Swakopmund is popular for its palm-lined streets, seaside promenades, restaurants, cafes, art galleries and museums, all of which are worthy of your time and visit as they seemingly send nostalgic feeling down the spine at sight. The city boasts of a pleasant climate and numerous tourist attractions which makes it a pilgrim site of a sort for tourists and fun lovers.
Food and Drinks in Swakopmund
Swakopmund has both local and foreign cuisine in abundance. It is a city throbbing with various restaurants, hotels and bars where delicious delicacies and drinks are served. The following are some of its favourites. Potjie Kos is a meal prepared either with meat or chicken and vegetables. Some vegetarians might enjoy it as a plain vegetable pot. This meal usually takes about 3-4 hours preparation time. Braaivleis is an almost equivalent of ‘barbecue’, and depending on your preference, the menu varies from meat, chicken, corn, garlic bread and sausages; and is often accompanied with your favourite salad. Biltong is made of dried meat, first marinated for days, then spiced and hung to dry for about 2-3 weeks. Biltong can be made from animals such as \'Kudu\', \'Springbok\' and \'Gemsbok\'. The beef biltong is made of cattle meat and can be enjoyed alongside boerewors (sausage) burger. Mopane worms is a local favourite meal prepared using caterpillars which are fried to get a crispy coating.
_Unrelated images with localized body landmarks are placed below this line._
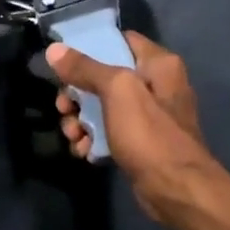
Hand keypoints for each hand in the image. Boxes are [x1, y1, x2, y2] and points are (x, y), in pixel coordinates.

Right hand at [46, 32, 221, 220]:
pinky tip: (85, 152)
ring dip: (82, 120)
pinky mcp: (142, 143)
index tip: (64, 61)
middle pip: (105, 76)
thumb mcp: (117, 91)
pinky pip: (111, 132)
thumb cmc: (150, 133)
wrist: (176, 189)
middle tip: (64, 108)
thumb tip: (53, 50)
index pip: (120, 40)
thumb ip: (85, 68)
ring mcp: (150, 116)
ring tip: (73, 136)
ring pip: (104, 107)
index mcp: (159, 64)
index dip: (90, 47)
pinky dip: (95, 139)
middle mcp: (157, 84)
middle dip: (78, 93)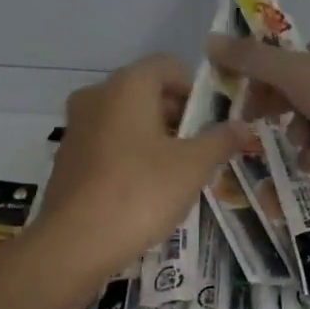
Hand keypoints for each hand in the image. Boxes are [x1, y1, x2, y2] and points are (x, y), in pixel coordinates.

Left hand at [38, 54, 255, 281]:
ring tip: (175, 173)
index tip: (211, 122)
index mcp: (127, 85)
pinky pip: (106, 144)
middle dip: (175, 115)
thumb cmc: (140, 192)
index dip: (194, 89)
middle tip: (199, 150)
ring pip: (124, 119)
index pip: (167, 66)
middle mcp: (96, 96)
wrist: (74, 243)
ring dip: (152, 137)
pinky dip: (127, 155)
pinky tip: (142, 190)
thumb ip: (219, 140)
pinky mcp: (66, 158)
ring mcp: (76, 127)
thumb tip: (243, 125)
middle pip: (145, 91)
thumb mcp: (192, 167)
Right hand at [205, 28, 309, 214]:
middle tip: (257, 122)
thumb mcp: (297, 75)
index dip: (265, 76)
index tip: (244, 97)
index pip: (293, 55)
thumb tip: (209, 40)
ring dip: (300, 134)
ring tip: (305, 146)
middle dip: (282, 108)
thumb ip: (252, 59)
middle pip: (300, 87)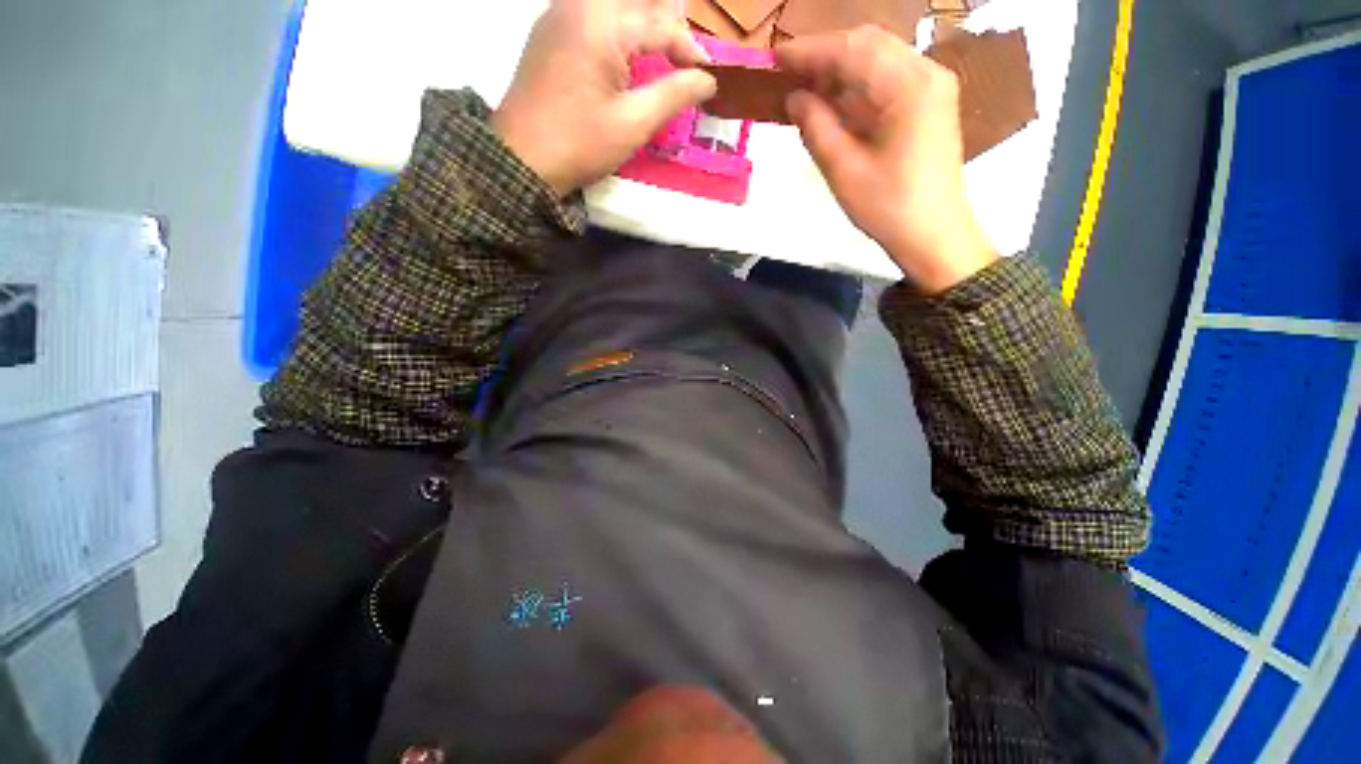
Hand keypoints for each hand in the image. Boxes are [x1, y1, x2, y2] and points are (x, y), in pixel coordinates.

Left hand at [493, 0, 717, 197]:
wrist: (521, 159)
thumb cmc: (580, 144)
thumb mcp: (633, 124)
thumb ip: (674, 94)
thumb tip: (706, 80)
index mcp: (602, 24)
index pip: (660, 24)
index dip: (689, 49)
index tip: (708, 76)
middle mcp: (578, 5)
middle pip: (636, 5)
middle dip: (666, 30)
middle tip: (684, 63)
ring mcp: (558, 15)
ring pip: (613, 8)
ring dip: (641, 27)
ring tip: (660, 57)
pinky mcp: (548, 31)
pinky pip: (591, 16)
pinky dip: (616, 31)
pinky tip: (625, 57)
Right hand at [776, 26, 996, 293]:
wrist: (932, 233)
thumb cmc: (888, 207)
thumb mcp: (844, 171)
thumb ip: (817, 127)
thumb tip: (794, 98)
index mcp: (909, 87)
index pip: (853, 51)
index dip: (810, 51)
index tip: (774, 58)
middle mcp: (926, 73)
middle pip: (868, 44)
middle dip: (824, 55)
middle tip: (787, 73)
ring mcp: (931, 86)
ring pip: (878, 58)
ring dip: (839, 68)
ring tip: (804, 86)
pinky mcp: (928, 103)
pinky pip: (887, 79)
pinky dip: (857, 84)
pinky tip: (833, 99)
Kapana is more of a street snack made of red meat barbecued in the open-air, it\'s very similar to ‘braaivleis’ but prepared differently. Meat used in preparing it are cut into small pieces and served with peppers, onions, chillies and sauces. Mielie pap (maize meal) is a traditional porridge made from maize. It can be made very thick and eaten with the hand. It usually accompany braai\'s (barbecues), or served with a meat dish and a tomato and onion stew.